Data Loader Formats

Data loaders load data and metadata from different sources in a specified data format that conforms to the Input Data Model.

Loading Entities

File Type Tag: entity/list, entity/stream, entity/numeric, entity/vector…

Entities can be serialized in two different formats (JSON or CSV).

The names of attributes must be unique for all attributes from the same data loader.

Note

The plugin runner provides utilities to read and write the entities from file formats specified here. The utilities can be found in the module qhana_plugin_runner.plugin_utils.entity_marshalling.

The examples here use the following entities:

ID	href	color
paintA	example.com/paints/paintA	#8a2be2
paintB	example.com/paints/paintA	#e9322d

Entities (text/csv)

The first column must be the ID column (named ID). If the entity has a href attribute then it must be the second column. All other columns are entity attributes.
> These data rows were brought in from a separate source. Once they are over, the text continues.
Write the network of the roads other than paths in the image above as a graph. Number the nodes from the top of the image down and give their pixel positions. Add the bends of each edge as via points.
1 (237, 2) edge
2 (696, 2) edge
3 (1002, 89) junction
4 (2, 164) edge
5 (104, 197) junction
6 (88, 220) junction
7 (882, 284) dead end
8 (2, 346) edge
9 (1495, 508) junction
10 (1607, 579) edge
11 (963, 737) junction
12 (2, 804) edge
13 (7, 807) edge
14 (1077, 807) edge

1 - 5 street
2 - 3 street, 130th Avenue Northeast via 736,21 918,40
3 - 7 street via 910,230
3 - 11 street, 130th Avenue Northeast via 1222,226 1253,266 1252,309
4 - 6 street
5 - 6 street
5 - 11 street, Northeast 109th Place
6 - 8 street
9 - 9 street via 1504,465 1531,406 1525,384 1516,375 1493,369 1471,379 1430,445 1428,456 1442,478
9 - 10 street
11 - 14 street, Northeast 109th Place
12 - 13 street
The CSV file must contain a header row with all attribute names. The attribute names (except href and ID) can then be used to lookup the attribute metadata.

Example:

ID,href,color
paintA,example.com/paints/paintA,#8a2be2
paintB,example.com/paints/paintA,#e9322d

Entities (application/json or application/X-lines+json)

Entites serialized as JSON do not need a specific order for their attributes. To support streaming parsing of files containing many entities the entites should be JSON objects with one object per line. Files with one JSON object per line should use the application/X-lines+json mimetype. Files using the application/json mimetype must only contain one valid JSON construct (e.g. a list or an object).

Example application/json:

[
    {"ID": "paintA","href": "example.com/paints/paintA","color": "#8a2be2"},
    {"ID": "paintB","href": "example.com/paints/paintB","color": "#e9322d"}
]

Example application/X-lines+json:

{"ID": "paintA","href": "example.com/paints/paintA","color": "#8a2be2"}
{"ID": "paintB","href": "example.com/paints/paintB","color": "#e9322d"}

Attribute Metadata

File Type Tag: entity/attribute-metadata

Note

The plugin runner provides utilities to read attribute metadata and use it to serialize/de-serialize entity attributes. The utilities can be found in the module qhana_plugin_runner.plugin_utils.attributes.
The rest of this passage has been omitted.